Exercise prompt
Using the data that follows, return exactly the lines from the one that contains "Write the network" through the one that contains "Extract the road", ends included.
##### Information shown #####
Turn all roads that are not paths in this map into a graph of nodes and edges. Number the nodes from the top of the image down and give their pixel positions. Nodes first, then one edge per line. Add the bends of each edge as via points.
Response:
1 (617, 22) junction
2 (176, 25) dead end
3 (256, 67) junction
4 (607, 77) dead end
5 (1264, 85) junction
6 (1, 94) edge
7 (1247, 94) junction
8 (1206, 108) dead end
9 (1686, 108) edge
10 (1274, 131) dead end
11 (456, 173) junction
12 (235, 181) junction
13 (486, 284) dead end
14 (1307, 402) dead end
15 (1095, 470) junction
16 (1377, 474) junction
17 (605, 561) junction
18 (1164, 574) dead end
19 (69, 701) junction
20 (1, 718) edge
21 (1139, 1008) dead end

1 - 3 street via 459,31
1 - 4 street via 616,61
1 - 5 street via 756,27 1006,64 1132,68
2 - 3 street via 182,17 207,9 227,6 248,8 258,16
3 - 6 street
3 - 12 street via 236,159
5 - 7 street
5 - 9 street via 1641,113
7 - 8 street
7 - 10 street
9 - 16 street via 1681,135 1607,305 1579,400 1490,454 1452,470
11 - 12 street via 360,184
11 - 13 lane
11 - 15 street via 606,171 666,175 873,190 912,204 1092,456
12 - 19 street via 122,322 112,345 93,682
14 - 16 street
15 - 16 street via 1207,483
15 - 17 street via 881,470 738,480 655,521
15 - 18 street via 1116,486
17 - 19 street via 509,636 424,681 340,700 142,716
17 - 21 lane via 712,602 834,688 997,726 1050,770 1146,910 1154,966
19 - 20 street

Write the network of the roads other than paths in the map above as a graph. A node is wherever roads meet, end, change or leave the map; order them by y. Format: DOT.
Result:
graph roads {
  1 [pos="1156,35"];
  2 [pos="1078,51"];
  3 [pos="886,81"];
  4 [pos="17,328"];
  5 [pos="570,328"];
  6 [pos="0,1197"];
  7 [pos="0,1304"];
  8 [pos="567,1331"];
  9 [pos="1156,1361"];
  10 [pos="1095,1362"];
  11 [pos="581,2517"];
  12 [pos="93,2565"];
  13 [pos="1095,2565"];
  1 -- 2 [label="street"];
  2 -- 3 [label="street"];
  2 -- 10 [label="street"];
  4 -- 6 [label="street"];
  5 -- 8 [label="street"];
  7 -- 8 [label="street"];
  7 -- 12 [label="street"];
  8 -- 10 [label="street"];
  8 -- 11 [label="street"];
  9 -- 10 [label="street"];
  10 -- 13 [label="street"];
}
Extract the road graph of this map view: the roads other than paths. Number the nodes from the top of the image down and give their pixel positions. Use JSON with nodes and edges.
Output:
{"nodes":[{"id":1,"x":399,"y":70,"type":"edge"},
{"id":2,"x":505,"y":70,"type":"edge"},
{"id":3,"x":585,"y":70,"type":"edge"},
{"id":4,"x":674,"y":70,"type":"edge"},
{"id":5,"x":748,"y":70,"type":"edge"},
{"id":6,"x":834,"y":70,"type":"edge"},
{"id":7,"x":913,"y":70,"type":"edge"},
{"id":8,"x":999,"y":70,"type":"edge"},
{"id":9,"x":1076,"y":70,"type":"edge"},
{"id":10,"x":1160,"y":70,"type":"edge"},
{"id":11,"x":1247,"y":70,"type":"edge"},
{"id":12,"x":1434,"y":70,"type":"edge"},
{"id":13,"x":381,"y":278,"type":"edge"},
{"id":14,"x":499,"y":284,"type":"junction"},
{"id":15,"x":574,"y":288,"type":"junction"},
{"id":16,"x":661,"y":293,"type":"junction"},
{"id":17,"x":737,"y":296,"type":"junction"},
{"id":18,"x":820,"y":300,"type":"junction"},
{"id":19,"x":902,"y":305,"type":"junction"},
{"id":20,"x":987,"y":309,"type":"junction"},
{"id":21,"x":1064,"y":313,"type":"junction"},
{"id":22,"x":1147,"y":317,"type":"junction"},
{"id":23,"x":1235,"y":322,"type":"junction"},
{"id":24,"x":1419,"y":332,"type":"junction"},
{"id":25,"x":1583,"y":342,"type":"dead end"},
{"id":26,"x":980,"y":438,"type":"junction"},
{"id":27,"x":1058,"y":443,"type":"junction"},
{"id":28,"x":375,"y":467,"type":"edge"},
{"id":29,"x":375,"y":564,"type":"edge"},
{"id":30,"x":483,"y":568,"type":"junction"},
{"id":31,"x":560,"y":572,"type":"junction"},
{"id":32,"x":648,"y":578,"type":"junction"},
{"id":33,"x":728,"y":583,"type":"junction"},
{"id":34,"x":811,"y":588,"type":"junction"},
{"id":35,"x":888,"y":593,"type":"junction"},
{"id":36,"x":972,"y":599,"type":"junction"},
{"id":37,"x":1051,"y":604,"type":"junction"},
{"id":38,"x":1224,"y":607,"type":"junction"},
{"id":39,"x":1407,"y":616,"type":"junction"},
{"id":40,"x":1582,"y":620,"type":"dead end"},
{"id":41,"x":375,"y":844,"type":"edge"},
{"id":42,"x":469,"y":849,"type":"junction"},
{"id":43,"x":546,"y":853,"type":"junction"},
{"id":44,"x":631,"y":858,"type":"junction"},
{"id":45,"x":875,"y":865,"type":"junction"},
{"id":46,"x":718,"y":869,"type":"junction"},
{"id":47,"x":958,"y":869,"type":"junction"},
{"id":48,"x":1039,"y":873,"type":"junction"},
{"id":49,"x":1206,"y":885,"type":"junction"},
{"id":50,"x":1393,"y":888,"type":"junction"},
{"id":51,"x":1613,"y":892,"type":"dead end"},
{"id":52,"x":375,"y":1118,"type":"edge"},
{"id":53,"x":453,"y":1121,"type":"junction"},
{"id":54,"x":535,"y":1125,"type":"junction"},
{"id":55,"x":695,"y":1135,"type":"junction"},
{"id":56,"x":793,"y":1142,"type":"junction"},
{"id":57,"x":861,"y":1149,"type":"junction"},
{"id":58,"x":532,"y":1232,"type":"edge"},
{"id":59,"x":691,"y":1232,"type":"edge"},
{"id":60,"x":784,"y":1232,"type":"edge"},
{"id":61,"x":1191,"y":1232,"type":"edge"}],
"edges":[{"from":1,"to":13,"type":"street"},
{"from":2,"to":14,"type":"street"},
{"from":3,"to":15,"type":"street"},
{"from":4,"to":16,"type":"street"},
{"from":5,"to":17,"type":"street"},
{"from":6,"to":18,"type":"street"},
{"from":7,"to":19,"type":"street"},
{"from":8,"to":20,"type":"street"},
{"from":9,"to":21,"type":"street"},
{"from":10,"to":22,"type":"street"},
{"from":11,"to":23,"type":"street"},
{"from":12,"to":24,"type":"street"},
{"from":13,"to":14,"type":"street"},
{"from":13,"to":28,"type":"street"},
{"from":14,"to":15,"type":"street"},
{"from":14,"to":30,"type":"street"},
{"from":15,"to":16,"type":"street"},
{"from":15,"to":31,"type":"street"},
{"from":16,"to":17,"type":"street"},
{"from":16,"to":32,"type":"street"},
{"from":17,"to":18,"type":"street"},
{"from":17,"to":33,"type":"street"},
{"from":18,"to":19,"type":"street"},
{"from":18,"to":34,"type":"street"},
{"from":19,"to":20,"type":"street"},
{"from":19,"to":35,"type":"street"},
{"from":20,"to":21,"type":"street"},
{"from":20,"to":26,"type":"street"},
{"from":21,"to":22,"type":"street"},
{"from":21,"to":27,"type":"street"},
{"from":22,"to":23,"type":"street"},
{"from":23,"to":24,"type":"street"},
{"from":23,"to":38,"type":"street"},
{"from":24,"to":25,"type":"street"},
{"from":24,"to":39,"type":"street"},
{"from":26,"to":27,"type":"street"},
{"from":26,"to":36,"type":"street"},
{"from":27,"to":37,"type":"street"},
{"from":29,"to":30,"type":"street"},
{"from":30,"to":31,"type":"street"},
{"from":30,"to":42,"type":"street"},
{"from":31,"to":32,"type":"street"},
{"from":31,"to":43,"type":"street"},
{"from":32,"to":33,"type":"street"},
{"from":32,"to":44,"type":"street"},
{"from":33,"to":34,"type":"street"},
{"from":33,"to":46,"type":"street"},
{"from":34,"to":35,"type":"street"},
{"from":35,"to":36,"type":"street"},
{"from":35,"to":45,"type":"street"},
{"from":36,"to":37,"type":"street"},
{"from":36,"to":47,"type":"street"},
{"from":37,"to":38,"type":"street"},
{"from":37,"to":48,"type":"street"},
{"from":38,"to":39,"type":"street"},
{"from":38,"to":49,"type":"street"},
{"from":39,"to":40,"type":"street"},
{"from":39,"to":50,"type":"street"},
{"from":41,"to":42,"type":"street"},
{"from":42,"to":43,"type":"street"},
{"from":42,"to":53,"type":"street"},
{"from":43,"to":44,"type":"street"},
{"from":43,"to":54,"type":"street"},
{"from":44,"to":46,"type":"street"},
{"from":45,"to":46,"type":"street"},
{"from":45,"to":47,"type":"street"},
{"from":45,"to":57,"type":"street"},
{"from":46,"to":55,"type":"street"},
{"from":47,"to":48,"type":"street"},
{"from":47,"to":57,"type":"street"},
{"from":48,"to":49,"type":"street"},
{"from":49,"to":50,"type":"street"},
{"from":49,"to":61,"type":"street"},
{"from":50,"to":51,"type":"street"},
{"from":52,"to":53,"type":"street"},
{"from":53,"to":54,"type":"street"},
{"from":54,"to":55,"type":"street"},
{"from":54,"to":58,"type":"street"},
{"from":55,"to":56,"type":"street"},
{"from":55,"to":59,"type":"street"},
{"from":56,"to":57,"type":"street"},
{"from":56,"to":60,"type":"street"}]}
#####
Answer section
Write the network of the roads other than paths in the map above as a graph. A node is wherever roads meet, end, change or leave the map; order them by y. Format: DOT.
Result:
graph roads {
  1 [pos="1156,35"];
  2 [pos="1078,51"];
  3 [pos="886,81"];
  4 [pos="17,328"];
  5 [pos="570,328"];
  6 [pos="0,1197"];
  7 [pos="0,1304"];
  8 [pos="567,1331"];
  9 [pos="1156,1361"];
  10 [pos="1095,1362"];
  11 [pos="581,2517"];
  12 [pos="93,2565"];
  13 [pos="1095,2565"];
  1 -- 2 [label="street"];
  2 -- 3 [label="street"];
  2 -- 10 [label="street"];
  4 -- 6 [label="street"];
  5 -- 8 [label="street"];
  7 -- 8 [label="street"];
  7 -- 12 [label="street"];
  8 -- 10 [label="street"];
  8 -- 11 [label="street"];
  9 -- 10 [label="street"];
  10 -- 13 [label="street"];
}
Extract the road graph of this map view: the roads other than paths. Number the nodes from the top of the image down and give their pixel positions. Use JSON with nodes and edges.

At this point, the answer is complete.